“Salento in crisi: l’olivicoltura tra sfiducia e abbandono”

La crisi dell’olivicoltura nel Salento

Il Salento è in crisi. La situazione olivicola è critica, e le dichiarazioni del Ministro Lollobrigida non hanno contribuito a calmare gli animi. Le aziende agricole del territorio stanno affrontando una situazione di sfiducia e abbandono, a causa della mancanza di sostegno finanziario e dell’inerzia amministrativa del Ministero.

Il Ministro ha accusato gli agricoltori del Salento di truffe e ingiustificate appropriazioni di fondi, ma le aziende hanno risposto che le pratiche relative ai finanziamenti per la lotta alla Xylella vengono monitorate in tutte le loro fasi, con controlli rigorosi prima del saldo finale.

La vera questione è che il Ministero ha accumulato un ritardo enorme nell’attuazione e nell’erogazione dei fondi destinati alle misure di contrasto alla diffusione della Xylella e al sostegno dell’olivicoltura salentina. Le risorse messe concretamente a disposizione finora sono state scarsissime e assolutamente insufficienti a far fronte alle esigenze del comparto colpito da una simile sciagura.

La scarsità di fondi e la mancanza di pianificazione

Il Ministro sembra non tenere in debito conto le complesse operazioni tecniche che si susseguono tra l’espianto degli ulivi infetti e il reimpianto di nuove specie. Tale processo comporta fasi impegnative come l’estirpazione, la pulizia del terreno, la macinatura dello stesso e il successivo reimpianto, accompagnate da costi di gestione elevati.

La spesa media stimata per ettaro si aggira intorno ai 1.500-2.000 euro annuali per garantire il mantenimento e la crescita delle giovani piante fino al raggiungimento della produttività, un periodo minimo di almeno quattro anni. In questa fase cruciale, il Ministero risulta invece totalmente assente o gravemente ritardatario nei suoi doverosi interventi.

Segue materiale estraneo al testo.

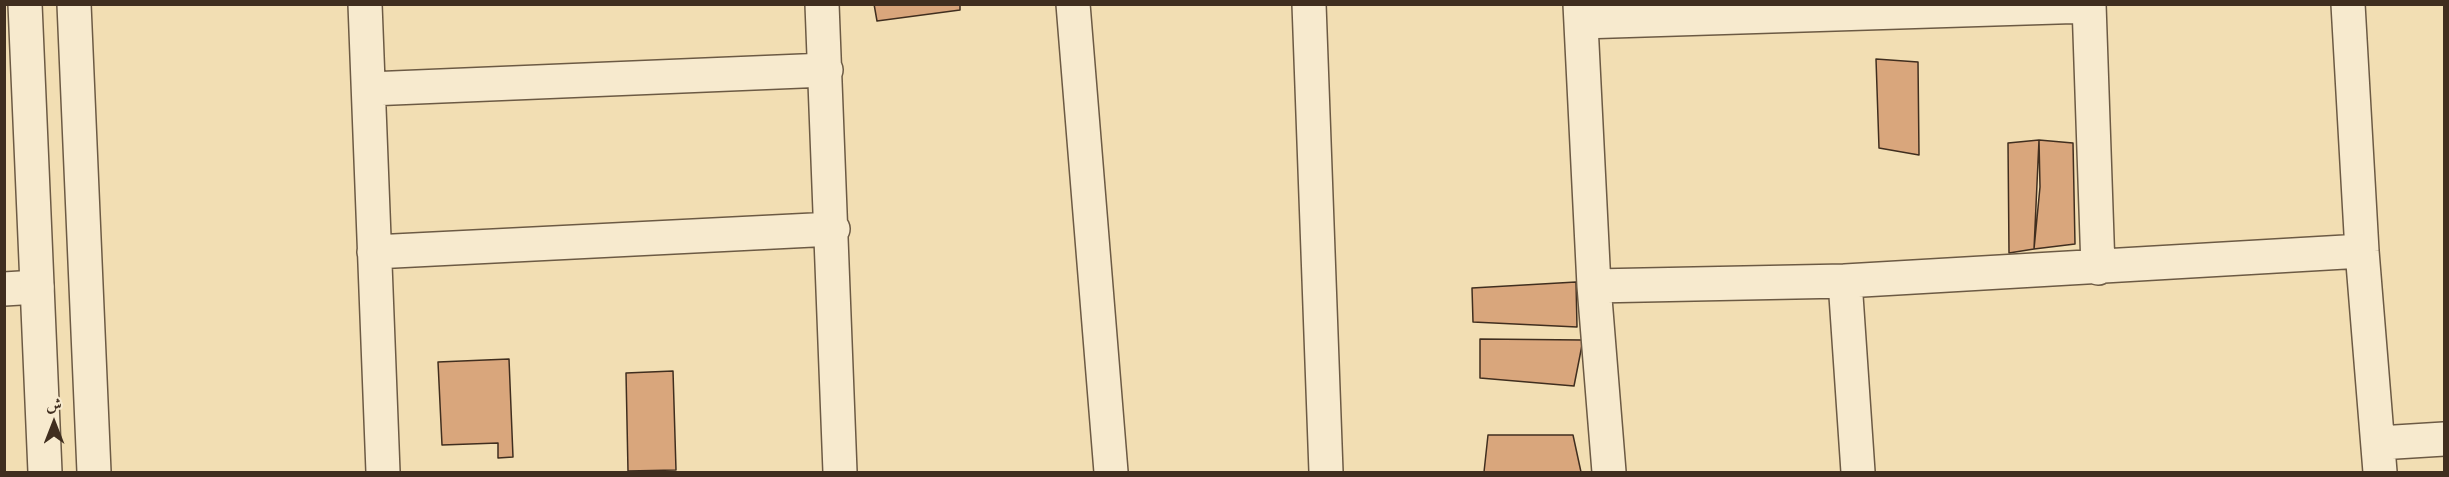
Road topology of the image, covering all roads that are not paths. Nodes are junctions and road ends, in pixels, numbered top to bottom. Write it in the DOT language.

La necessità di un intervento straordinario

Occorrerebbe pertanto un intervento straordinario e mirato da parte del Ministro volto a garantire un adeguato sostentamento finanziario e un’accelerazione delle progettazioni necessarie per il reimpianto degli uliveti, che rappresentano la spina dorsale della produzione agricola e culturale del Salento.

Le aziende, nella maggior parte dei casi virtuose e rispettose degli impegni, sostengono oneri finanziari considerevoli e devono poter contare su un supporto istituzionale concreto e tempestivo.

La necessità di un commissario straordinario

Si auspica che futuri approfondimenti giornalistici vengano realizzati con il supporto di professionisti competenti del settore e del territorio, per evitare disinformazione e danni reputazionali.

Infine, si rinnova con forza l’appello affinché vengano tempestivamente emessi e finanziati bandi significativi per la ricostruzione olivicola, così da rilanciare un comparto ormai allo stremo e dare al Salento la possibilità di rinascere.